En 1997, cuando su película “Evita“, interpretada por Madonna y ante una lluvia de críticas que cualquier argentino –peronista o no- comprendería de inmediato, el director hollywoodense Alan Parker expresó resignadamente su incomprensión y hastío: “los argentinos son absolutamente subjetivos y partidarios a la hora de juzgar su historia”, al tiempo que, desde la altura correspondiente a un anglosajón, ejemplificaba a su país donde, dijo: “se hacen todo el tiempo películas, obras y trabajos muy críticos sobre nuestra historia y gobernantes, y la sociedad reacciona de una manera moderada y reflexiva“.

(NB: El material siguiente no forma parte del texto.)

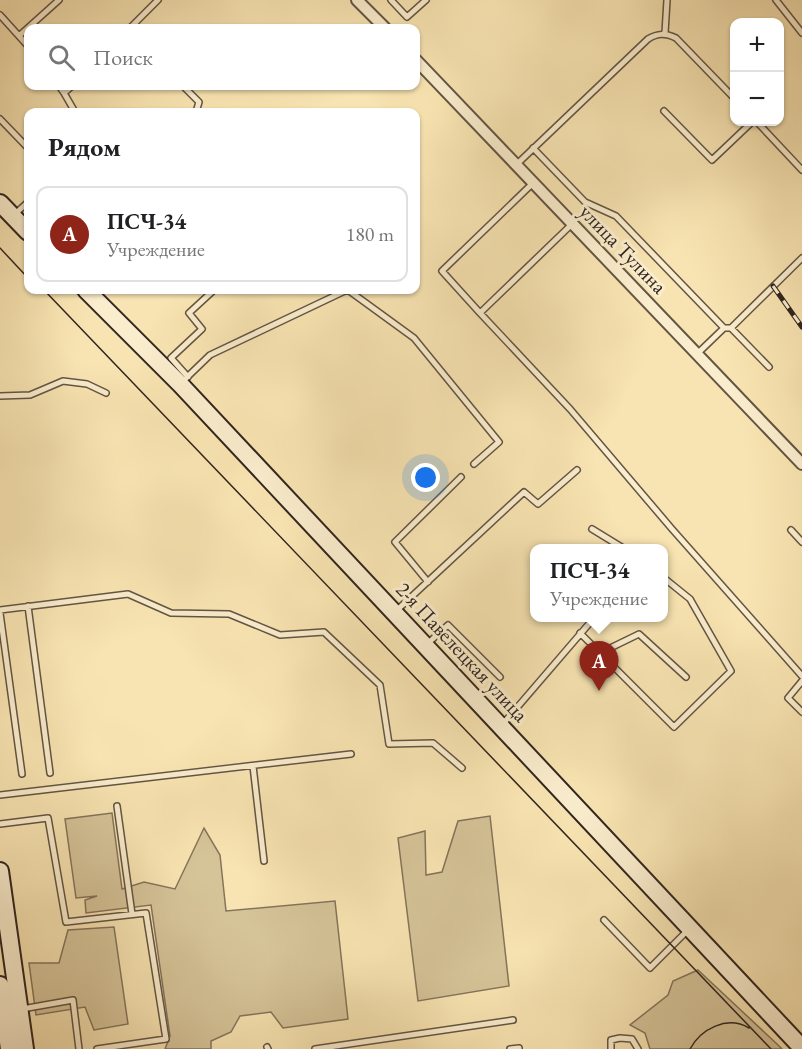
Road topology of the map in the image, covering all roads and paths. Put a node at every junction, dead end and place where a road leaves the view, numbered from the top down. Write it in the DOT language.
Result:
graph roads {
  1 [pos="59,0"];
  2 [pos="158,0"];
  3 [pos="357,0"];
  4 [pos="391,0"];
  5 [pos="426,0"];
  6 [pos="667,0"];
  7 [pos="776,0"];
  8 [pos="0,15"];
  9 [pos="32,24"];
  10 [pos="134,24"];
  11 [pos="381,24"];
  12 [pos="24,31"];
  13 [pos="665,33"];
  14 [pos="802,33"];
  15 [pos="20,35"];
  16 [pos="24,40"];
  17 [pos="420,64"];
  18 [pos="61,90"];
  19 [pos="67,90"];
  20 [pos="187,90"];
  21 [pos="64,93"];
  22 [pos="730,93"];
  23 [pos="73,108"];
  24 [pos="197,108"];
  25 [pos="664,111"];
  26 [pos="0,119"];
  27 [pos="748,126"];
  28 [pos="761,126"];
  29 [pos="24,144"];
  30 [pos="533,148"];
  31 [pos="516,165"];
  32 [pos="802,170"];
  33 [pos="533,183"];
  34 [pos="0,203"];
  35 [pos="24,206"];
  36 [pos="13,216"];
  37 [pos="572,224"];
  38 [pos="24,228"];
  39 [pos="802,258"];
  40 [pos="90,294"];
  41 [pos="210,294"];
  42 [pos="339,294"];
  43 [pos="353,294"];
  44 [pos="480,313"];
  45 [pos="728,328"];
  46 [pos="697,354"];
  47 [pos="769,367"];
  48 [pos="184,381"];
  49 [pos="106,393"];
  50 [pos="0,396"];
  51 [pos="474,464"];
  52 [pos="802,464"];
  53 [pos="577,470"];
  54 [pos="461,477"];
  55 [pos="592,529"];
  56 [pos="791,530"];
  57 [pos="802,542"];
  58 [pos="615,544"];
  59 [pos="428,582"];
  60 [pos="668,582"];
  61 [pos="28,606"];
  62 [pos="0,612"];
  63 [pos="394,613"];
  64 [pos="590,622"];
  65 [pos="580,633"];
  66 [pos="425,646"];
  67 [pos="600,653"];
  68 [pos="802,676"];
  69 [pos="500,677"];
  70 [pos="686,677"];
  71 [pos="802,681"];
  72 [pos="802,712"];
  73 [pos="500,727"];
  74 [pos="351,754"];
  75 [pos="253,766"];
  76 [pos="462,768"];
  77 [pos="50,772"];
  78 [pos="22,774"];
  79 [pos="0,795"];
  80 [pos="117,806"];
  81 [pos="0,824"];
  82 [pos="264,861"];
  83 [pos="0,872"];
  84 [pos="132,914"];
  85 [pos="604,920"];
  86 [pos="689,928"];
  87 [pos="0,985"];
  88 [pos="19,1009"];
  89 [pos="513,1020"];
  90 [pos="5,1039"];
  91 [pos="345,1047"];
  92 [pos="519,1048"];
  93 [pos="802,1048"];
  94 [pos="25,1049"];
  95 [pos="79,1049"];
  96 [pos="97,1049"];
  97 [pos="315,1049"];
  98 [pos="510,1049"];
  99 [pos="611,1049"];
  100 [pos="638,1049"];
  1 -- 9 [label="lane"];
  2 -- 10 [label="lane"];
  3 -- 11 [label="street"];
  4 -- 5 [label="lane"];
  6 -- 13 [label="lane"];
  7 -- 14 [label="lane"];
  8 -- 15 [label="lane"];
  12 -- 15 [label="lane"];
  13 -- 22 [label="lane"];
  13 -- 30 [label="lane"];
  15 -- 16 [label="lane"];
  17 -- 31 [label="street, улица Тулина"];
  18 -- 21 [label="lane"];
  19 -- 21 [label="lane"];
  20 -- 24 [label="lane"];
  21 -- 23 [label="lane"];
  25 -- 27 [label="lane"];
  26 -- 29 [label="lane"];
  28 -- 32 [label="lane"];
  30 -- 31 [label="lane"];
  30 -- 45 [label="lane"];
  31 -- 33 [label="street, улица Тулина"];
  33 -- 37 [label="street, улица Тулина"];
  33 -- 44 [label="lane"];
  34 -- 36 [label="main road"];
  35 -- 36 [label="lane"];
  36 -- 38 [label="main road"];
  37 -- 44 [label="lane"];
  37 -- 46 [label="street, улица Тулина"];
  39 -- 45 [label="lane"];
  40 -- 48 [label="main road, 2-я Павелецкая улица"];
  41 -- 48 [label="lane"];
  42 -- 48 [label="lane"];
  43 -- 51 [label="lane"];
  44 -- 68 [label="lane"];
  45 -- 46 [label="lane"];
  45 -- 47 [label="lane"];
  46 -- 52 [label="street, улица Тулина"];
  48 -- 63 [label="main road, 2-я Павелецкая улица"];
  49 -- 50 [label="lane"];
  53 -- 59 [label="lane"];
  54 -- 59 [label="lane"];
  55 -- 58 [label="lane"];
  56 -- 57 [label="lane"];
  59 -- 63 [label="lane"];
  60 -- 67 [label="lane"];
  61 -- 62 [label="lane"];
  61 -- 76 [label="lane"];
  61 -- 77 [label="lane"];
  62 -- 78 [label="lane"];
  63 -- 66 [label="main road, 2-я Павелецкая улица"];
  64 -- 65 [label="lane"];
  65 -- 67 [label="lane"];
  65 -- 73 [label="lane"];
  66 -- 69 [label="lane"];
  66 -- 73 [label="main road, 2-я Павелецкая улица"];
  67 -- 70 [label="lane"];
  71 -- 72 [label="lane"];
  73 -- 86 [label="main road, 2-я Павелецкая улица"];
  74 -- 75 [label="lane"];
  75 -- 79 [label="lane"];
  75 -- 82 [label="lane"];
  80 -- 84 [label="lane"];
  81 -- 84 [label="lane"];
  83 -- 88 [label="main road"];
  84 -- 96 [label="lane"];
  85 -- 86 [label="lane"];
  86 -- 93 [label="main road, 2-я Павелецкая улица"];
  87 -- 90 [label="main road"];
  88 -- 94 [label="main road"];
  88 -- 95 [label="lane"];
  89 -- 91 [label="lane"];
  91 -- 97 [label="lane"];
  92 -- 98 [label="lane"];
  99 -- 100 [label="lane"];
}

¿Qué tenía que ver la presencia central del Che Guevara, encarnado por Antonio Banderas en ese filme, con el trascendente fenómeno del peronismo en la Argentina y en Hispanoamérica, y con sus líderes? Absolutamente nada. Tanto como el Che que, urgido por su "sensibilidad social" se va a "descubrir América Latina" y abandona su país justo cuando se inicia la revolución social más grande de la historia, a la que su genealógico -oligárquico y marxista- gorilismo le impide ver, y lo hace despreciar.
Parker y Cia., movidos acaso por algún oportunista esquema ideológico, tampoco logran ver, y nunca sabrán, en verdad, de qué se trata, ni Evita, ni el peronismo, ni la naturaleza de nuestro pueblo.
Es absolutamente lógico que no terminen jamás de entendernos, no sólo por las diferencias esenciales que nos separan sino porque tampoco se toman en serio el trabajo de entendernos, para lo cual debieran sumergirse en el complejo, contradictorio y apasionante mundo de la América Hispánica de dónde venimos y fuimos bautizados, sin el cual, o deformando el cual, muy poco de lo nuestro puede entenderse. Para colmo, deberían hacerlo sin prejuicios, con la frescura y la confianza de un niño, un niño muy pequeño y, dado el riesgo y el esfuerzo, con mucho del amor que empuja al saber verdadero.
Pero tal cosa no es razonable pedírsela a Parker ni a Capra, Welles, Woody Allen o Chaplin, ni, si viene al caso, tampoco a Steinback o a Faulkner, ni a Warlock o a Walt Disney.
Ellos, creadores, intelectuales y artistas norteamericanos, han hecho y hacen lo que deben, y lo hacen bien. Pero a Eloy Martínez, nacido y criado aquí, a la vuelta, sí se lo podemos pedir, y hasta exigir. A él y, desgraciadamente, a muchos como él, que no hacen lo que deben y hacen muy bien lo que no deben.
Los que debieran iluminar, oscurecen.
Perón senil, Evita inventada, Colón y Roca genocidas, San Martín bastardo o agente de la masonería inglesa, Belgrano libertino o afeminado, Rosas tirano sádico y los héroes de Malvinas, estúpidos y cobardones “chicos de la guerra”.
¡Sobre estos cimientos jamás podrá construirse otra cosa que el país arrinconado, pesimista, corrompido y desesperanzado en que vivimos!